Posted CAS Operation: Bank activate and read commands (CAS) to the same bank are issued by the controller in back-to-back mode on consecutive cycles. In this case, all activate commands are done on even cycles whereas the read commands are always on odd cycles. Internally, the read commands (CAS commands) are held and then issued after a predefined additive latency (AL) as a postponed read (P-Rd) or Posted CAS. Since the Posted CAS does not require any external command, the bus is free to communicate a new activate command on the same clock. In summary, instead of a normal tRCD, we have a single cycle delay for the read command to which we need to add the internal delay (hence the name additive latency; AL) for the equivalent of a RAS-To-CAS delay and with no need for an additional read command. This will avoid bus collision.

The solution to this problem is to issue the commands in form of bundles, that is, a read command is issued immediately on the next cycle after the bank activate command that it belongs to. A command buffer on the DRAM chip will hold the command and internally schedule it without any further input needed from the command bus. This means that the command bus is free to activate another bank. This mode of operation, using an early issued but internally postponed read (or CAS) command is called Posted CAS where the delay or additive latency (AL) is specified by the mode register set (MRS) during initialization of the DRAM chip.

The consequence is that bank activate and read commands that belong together can be issued on consecutive clock cycles and immediately thereafter free up the bus for the next frame information structure (oops, that was serial ATA). The net effect of Posted CAS and AL is that there will be no command bus collisions and, thus, no bubbles in the data stream.

Update

Posted CAS and Additive Latency are optional features that are supported by the DRAM devices but do not necessarily have to be used by any given controller. IBM's memory controllers are apparently using Posted CAS and AL, likewise, the features appear to be used in graphics cards.
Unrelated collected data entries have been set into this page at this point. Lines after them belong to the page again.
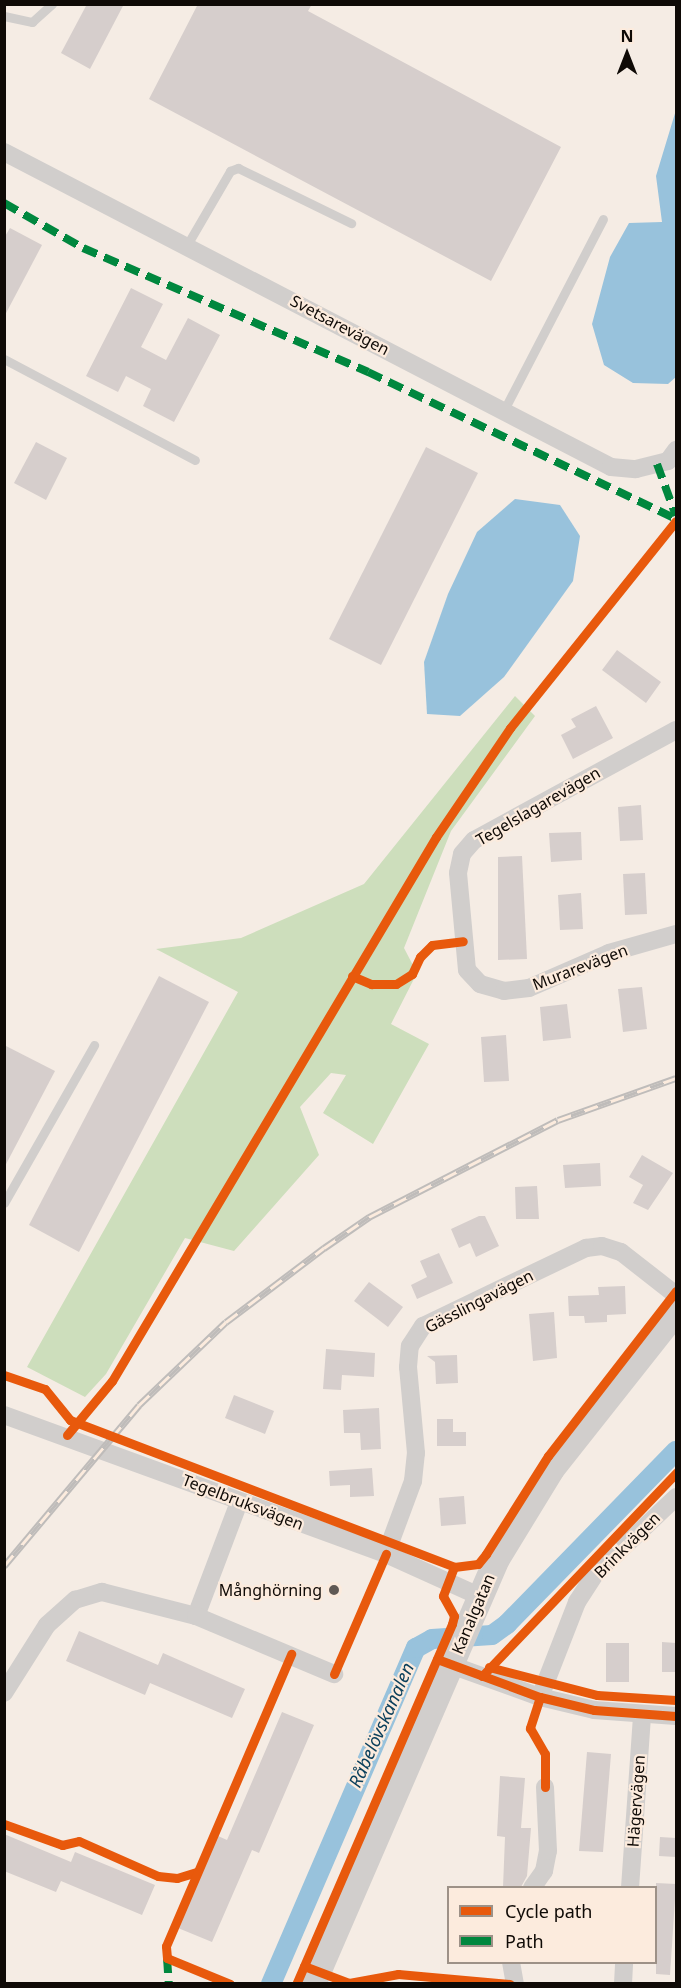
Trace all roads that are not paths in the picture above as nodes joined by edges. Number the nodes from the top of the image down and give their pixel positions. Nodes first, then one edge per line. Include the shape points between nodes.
1 (52, 4) edge
2 (4, 16) edge
3 (4, 152) edge
4 (603, 219) dead end
5 (351, 223) dead end
6 (188, 245) junction
7 (4, 359) edge
8 (504, 410) junction
9 (676, 450) edge
10 (195, 460) dead end
11 (676, 730) edge
12 (460, 920) joint
13 (676, 934) edge
14 (94, 1045) dead end
15 (4, 1203) edge
16 (676, 1295) edge
17 (676, 1312) edge
18 (4, 1415) edge
19 (676, 1497) edge
20 (239, 1502) junction
21 (386, 1554) junction
22 (475, 1606) junction
23 (196, 1616) junction
24 (455, 1656) junction
25 (334, 1674) dead end
26 (4, 1693) edge
27 (540, 1697) junction
28 (642, 1715) junction
29 (676, 1716) edge
30 (545, 1787) dead end
31 (533, 1886) edge
32 (630, 1886) edge
33 (511, 1964) edge
34 (624, 1964) edge
35 (313, 1983) edge
36 (515, 1983) edge
37 (623, 1983) edge

1 - 2 lane via 32,22
3 - 6 street, Svetsarevägen
4 - 8 lane
5 - 6 lane via 238,168 230,171
6 - 8 street, Svetsarevägen
7 - 10 lane
8 - 9 street, Svetsarevägen via 611,467 646,467 668,461
11 - 12 street, Tegelslagarevägen via 474,840 462,854 458,873
12 - 13 street, Murarevägen via 467,970 480,984 504,991 529,988 609,953
14 - 15 lane
16 - 21 street, Gässlingavägen via 621,1252 602,1246 586,1248 423,1326 410,1346 408,1367 416,1453 413,1481
17 - 22 street, Kanalgatan via 552,1469
18 - 20 street, Tegelbruksvägen via 101,1447
19 - 27 street, Brinkvägen via 595,1574 577,1602
20 - 21 street, Tegelbruksvägen
20 - 23 street
21 - 22 street, Tegelbruksvägen
22 - 24 street, Kanalgatan
23 - 25 street
23 - 26 street via 102,1592 75,1600 47,1625
24 - 27 street
24 - 35 street, Kanalgatan
27 - 28 street via 594,1710
28 - 29 street
28 - 32 street, Hägervägen
30 - 31 street via 548,1851 544,1871
33 - 36 street
34 - 37 street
However, to the best of our knowledge, neither Intel, nVidia, ATI or AMD are using Posted CAS / AL on mainstream chipsets for the PC-Workstation platform. In this case, the AL feature is simply set to "0" and a conventional Read command is given after tRCD has been satisfied.

Variable Write Latency

Conventional SDRAM including DDR I uses random accesses as the name implies. This means that the controller is free to write to any location within the physical memory space, which, in most cases, means that it will write to whichever page is open and to the column address closest to the (CAS) strobe. The result is a write latency of 1T, as opposed to read or CAS-Latency values of 2, 2.5 or 3. In DDR2, this changes in that the write latency will be the Read Latency (RL) minus 1T.

That means that at CAS-4, and AL-3 for a combined read latency of RL=7, the write latency will be 6T. This sounds somewhat worse than it is, especially compared to the 1T in DDR I but one needs to consider that, just like a read command, a write command will be issued early and will be using Posted CAS. That is, the write command abides by the same rules as the read command, only that the "Write Enable" signal is a logical "true" in this case. Effectively, therefore, the CAS latency is the important timing parameter to determine write latency, meaning that in the above example, the write latency will be 3T. This is only 3 times as long as the equivalent latency in DDR I. It will be very interesting to look at integrated graphics using UMA and DDR2 but it appears as if interesting is spelled u g l y.